Ironically, if MG was spewing out far more greenhouse gases, we might not face this crippling tax because “emission intensive” businesses that export just 10% of their products are considered “trade exposed” and given special concessions. MG exports around half of our milk but because it’s not that “emission intensive” (aka dirty), it misses out on concessions.

Please, can somebody explain the logic behind this?

4 thoughts on “Carbon tax misfires

  1. Hi Marion, I don’t think that most ‘average’ families will be slugged 10% but modeling by the dairy industry does show that your mob will get slugged. I guess we have to wait and see whether that modelling is correct, I hope not. as for the logic there is some, though I agree there is not much in the CFI for Gippsland dairy farmers. I would recommend @Corey Watts from the independent think tank The Climate Institute. I will get your blog to him and see if he has any comment.
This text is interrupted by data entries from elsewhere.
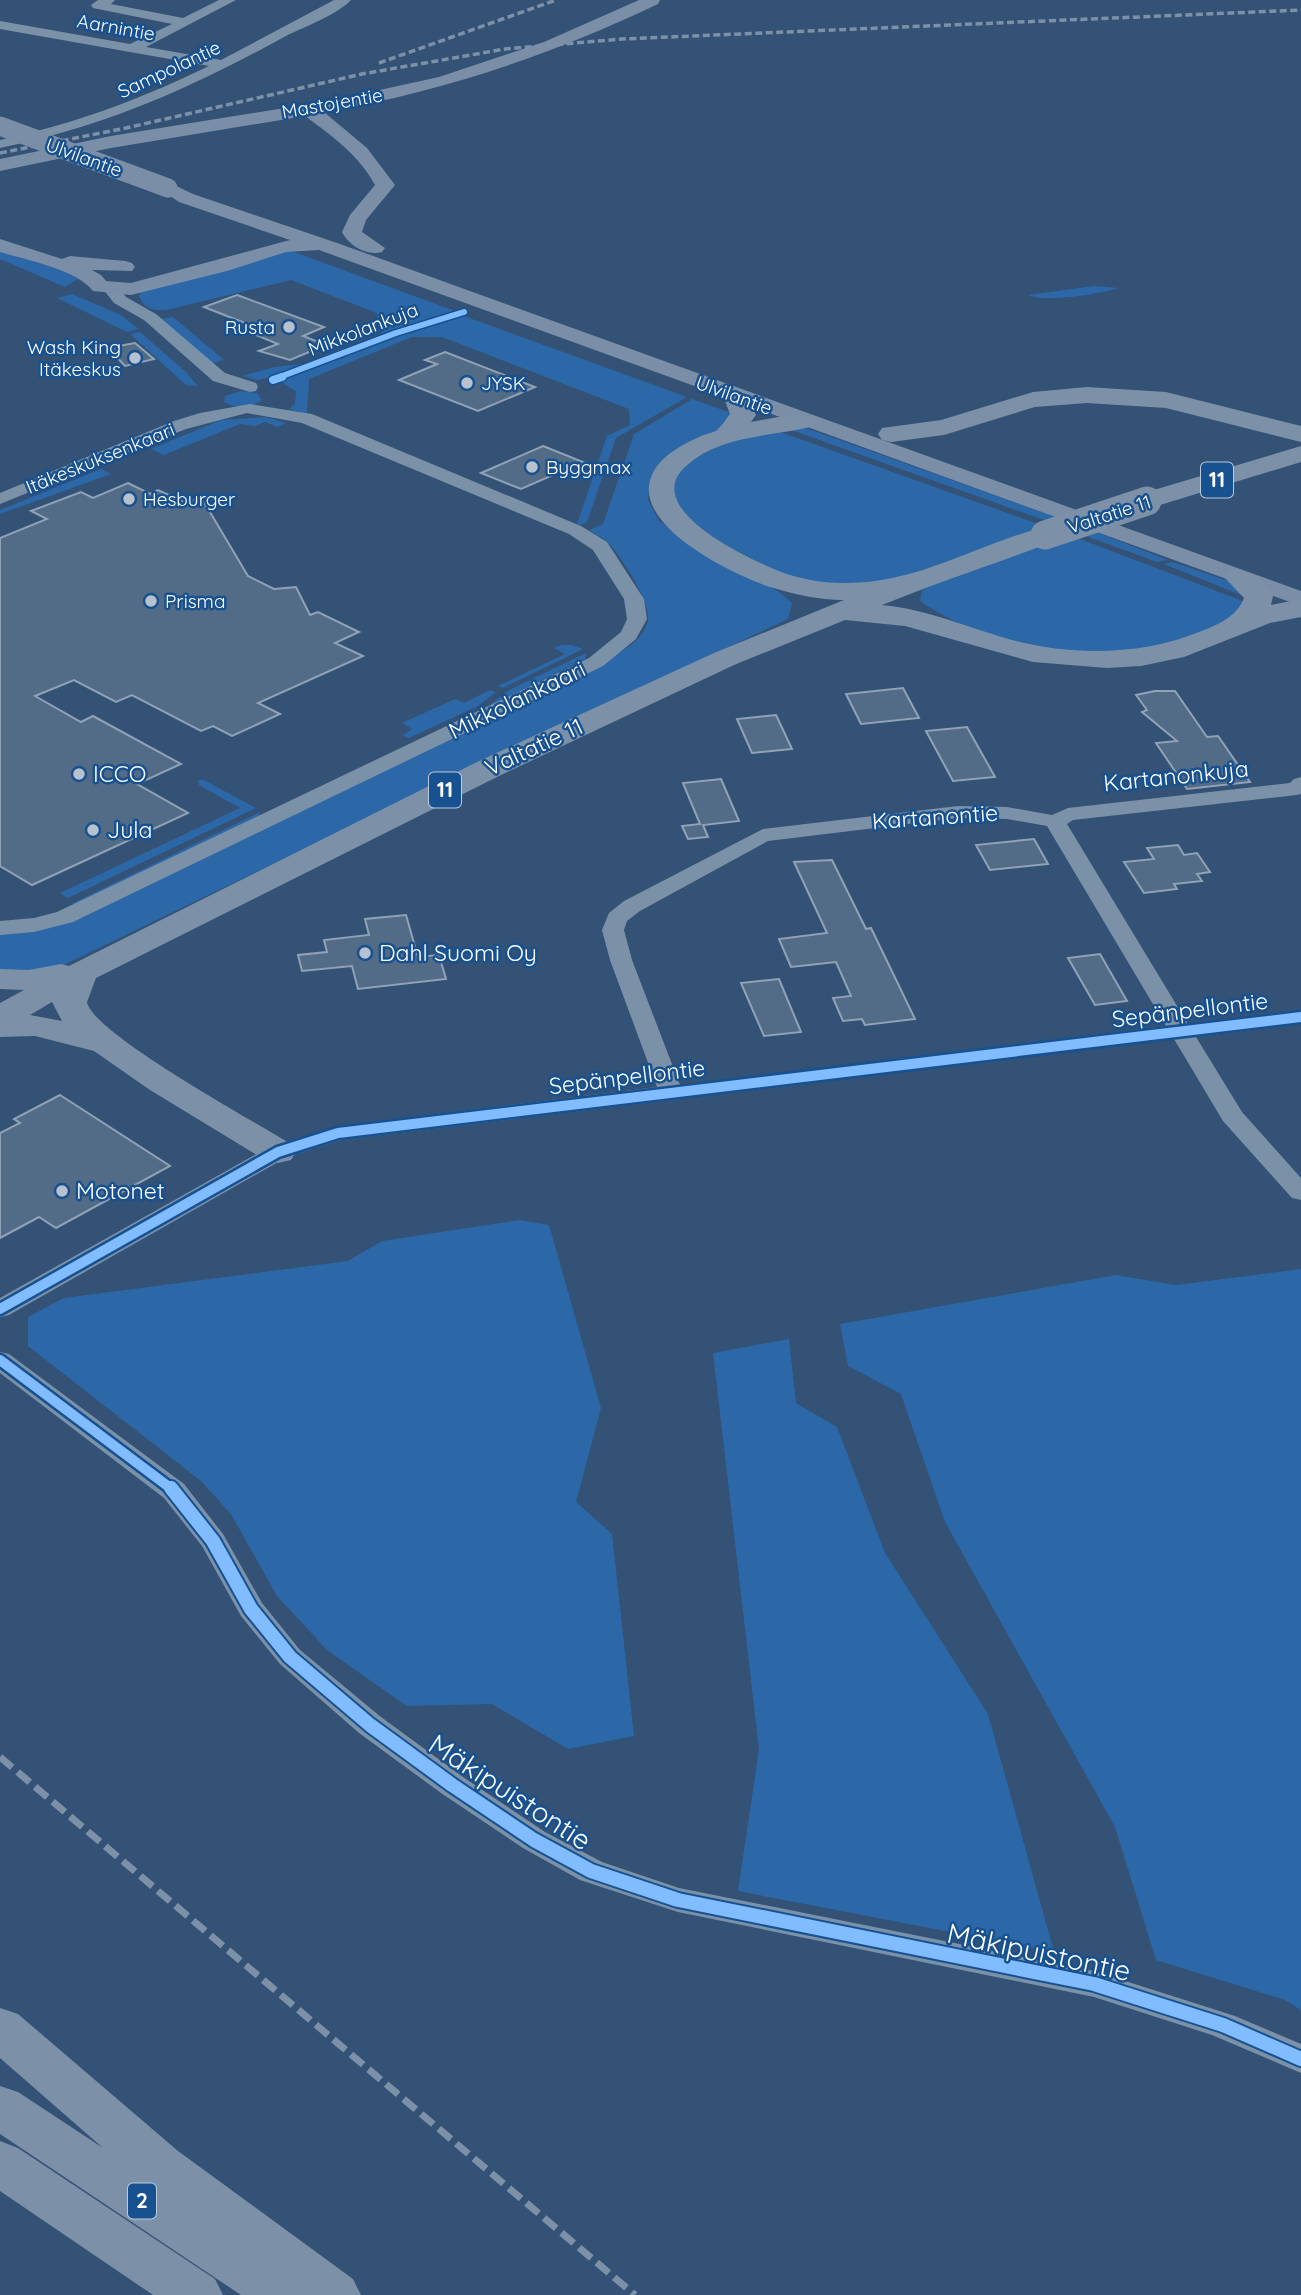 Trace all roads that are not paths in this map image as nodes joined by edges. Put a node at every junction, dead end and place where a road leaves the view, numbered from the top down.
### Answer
1 (108, 0) edge
2 (229, 0) edge
3 (344, 0) edge
4 (652, 0) edge
5 (184, 22) junction
6 (0, 25) edge
7 (131, 49) junction
8 (224, 65) junction
9 (307, 108) junction
10 (0, 126) edge
11 (0, 145) edge
12 (0, 164) edge
13 (366, 208) junction
14 (248, 215) junction
15 (335, 220) dead end
16 (313, 223) dead end
17 (0, 245) edge
18 (333, 248) junction
19 (375, 248) junction
20 (48, 260) junction
21 (137, 283) junction
22 (219, 377) junction
23 (250, 387) junction
24 (736, 396) junction
25 (216, 399) junction
26 (270, 400) junction
27 (245, 410) junction
28 (290, 414) junction
29 (201, 418) junction
30 (806, 421) junction
31 (966, 421) junction
32 (1254, 424) junction
33 (891, 434) junction
34 (1301, 434) edge
35 (726, 435) junction
36 (942, 453) junction
37 (1294, 456) edge
38 (0, 499) edge
39 (1238, 577) junction
40 (776, 580) junction
41 (1301, 583) edge
42 (911, 584) junction
43 (1301, 599) edge
44 (1301, 608) edge
45 (834, 614) junction
46 (943, 625) junction
47 (1238, 625) junction
48 (796, 629) junction
49 (1301, 783) edge
50 (1055, 822) junction
51 (0, 928) edge
52 (91, 968) junction
53 (0, 979) edge
54 (0, 1017) edge
55 (1301, 1017) edge
56 (0, 1027) edge
57 (1180, 1032) junction
58 (104, 1044) junction
59 (671, 1093) junction
60 (278, 1152) junction
61 (1301, 1193) edge
62 (0, 1309) edge
63 (0, 1360) edge
64 (0, 2028) edge
65 (1301, 2059) edge
66 (0, 2107) edge
67 (0, 2163) edge
68 (0, 2188) edge
69 (180, 2295) edge
70 (196, 2295) edge
71 (285, 2295) edge
72 (334, 2295) edge

1 - 5 street
2 - 5 street
3 - 8 street, Sampolantie
4 - 9 main road, Mastojentie
5 - 7 street
6 - 7 street, Aarnintie
7 - 8 street, Aarnintie
8 - 11 street, Sampolantie
9 - 12 main road, Mastojentie
9 - 13 main road
10 - 14 main road, Ulvilantie, bridge
13 - 15 main road
13 - 19 main road
14 - 16 main road
14 - 18 main road, Ulvilantie
14 - 19 main road, Ulvilantie
14 - 21 main road
17 - 20 main road
18 - 21 main road
18 - 24 main road, Ulvilantie
19 - 33 main road, Ulvilantie
20 - 21 main road
20 - 21 main road
21 - 22 street
22 - 23 street
22 - 25 street
23 - 25 street
23 - 26 street, Mikkolankaari
24 - 30 main road, Ulvilantie
24 - 35 highway
25 - 27 street
25 - 29 street, Itäkeskuksenkaari
26 - 27 street
26 - 28 street, Mikkolankaari
27 - 28 street, Mikkolankaari
27 - 29 street, Itäkeskuksenkaari
28 - 51 street, Mikkolankaari
29 - 38 street, Itäkeskuksenkaari
30 - 35 highway
30 - 39 main road, Ulvilantie
31 - 32 highway
31 - 33 highway
31 - 36 highway
32 - 34 highway
32 - 37 highway
33 - 36 main road, Ulvilantie
35 - 40 highway
36 - 41 main road, Ulvilantie
37 - 42 highway, Valtatie 11 / 11, bridge
39 - 43 main road, Ulvilantie
39 - 47 highway
40 - 42 highway
40 - 48 highway
42 - 45 highway, Valtatie 11 / 11
42 - 46 highway
44 - 47 highway
45 - 46 highway
45 - 48 highway, Valtatie 11 / 11
46 - 47 highway
48 - 52 highway, Valtatie 11 / 11
49 - 50 street, Kartanonkuja
50 - 57 street
50 - 59 street, Kartanontie
52 - 53 highway
52 - 54 highway, Valtatie 11 / 11
52 - 58 highway
55 - 57 street, Sepänpellontie
56 - 58 highway
57 - 59 street, Sepänpellontie
57 - 61 street
58 - 60 highway
59 - 60 street, Sepänpellontie
60 - 62 street, Sepänpellontie
63 - 65 street, Mäkipuistontie
64 - 72 highway
66 - 71 highway, 2
67 - 70 highway, 2
68 - 69 highway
    • I think the fact that it’s the minorty of families who will be slugged 10% is the most outrageous part of the deal. Why should farmers carry a burden that would be totally unpalatable to other families?


  2. Hi Marian. While I accept that dairy producers are in a more difficult situation than most, not least in the wake of a bad drought, but I’m not so sure that the carbon price is entirely or even mostly to blame. (And the average cost-of-living impact of the price is definitely far lower than 10 per cent, by the way.) The companies appearing in the AFR article seem to admit as much but the way the article is framed makes it sound as if the carbon ‘tax’ is *the* major source of pain when this is simply not so. Estimates by CSIRO and AECOM, from work commissioned by The Climate Institute, Choice and the Australian Council of Social Service (ACOSS) show that about a tenth of the price rise in electricity bills will come down to the carbon pricing legislation. Obviously this varies depending upon the arrangement in each state, but there are other forces at play here. Rising coal and oil prices for one. Fertilizer prices have also been on the rise long before the carbon price. Over the last few years network fees have risen by thirty per cent on average as utilities replace poles and wires to keep with rising demand and ageing electricity networks. Prices are also set to rise in the wake of the recent bushfire inquiry. My point is that prices are rising anyway. An irresponsible approach would be to wrap industries in cotton wool, exposing them to a harsher reality at a later stage. I understand that companies like Fonterra and even MG are working to help their producers assess their energy usage and find ways of lifting efficiency. In Fonterra’s case, they estimate the average impact of the carbon price is under $3,000 and that this can largely be offset with efficiency improvements. Dairy Australia were recently granted $1 million in federal money to conduct 900 energy assessments on dairy farms—a bid supported by processors. This money—like the $1.7 billion for the rural sector—is available because of revenue raised by the carbon price. I would also point out that, unlike other sectors of the economy, farming is exempt from any direct liability for emissions from livestock, fertilizers, etc. (I accept that there will be some cost impact indirectly.) I’m not suggesting this all amounts to the perfect solution, but change is coming, ready or not. The task now is to help people get ready. Yes, it won’t all be rosy, but articles like the one in the AFR are pretty scaremongering, and just downright unhelpful.


    • Thanks Corey.

      I am not suggesting the carbon price is to blame for our slim margins at all. I am commenting on reports that the carbon tax will reduce our family incomes by another 10 per cent and that this would not be acceptable to other average Australians. They have demanded (and received) compensation for far lesser impacts.

      We have done an energy audit on our farm and, unfortunately, there is little that we can implement to make any efficiencies without large capital expenditure (far beyond the reach of a family income of $50K!). I hope that other farmers who have audits done under the plan announced in the last few days are more successful.

      It’s a combination of the increasing costs of fertiliser, fuel, electricity, coupled with the impact of MG’s extra $10 million costs on the price we are paid for our milk that is the killer.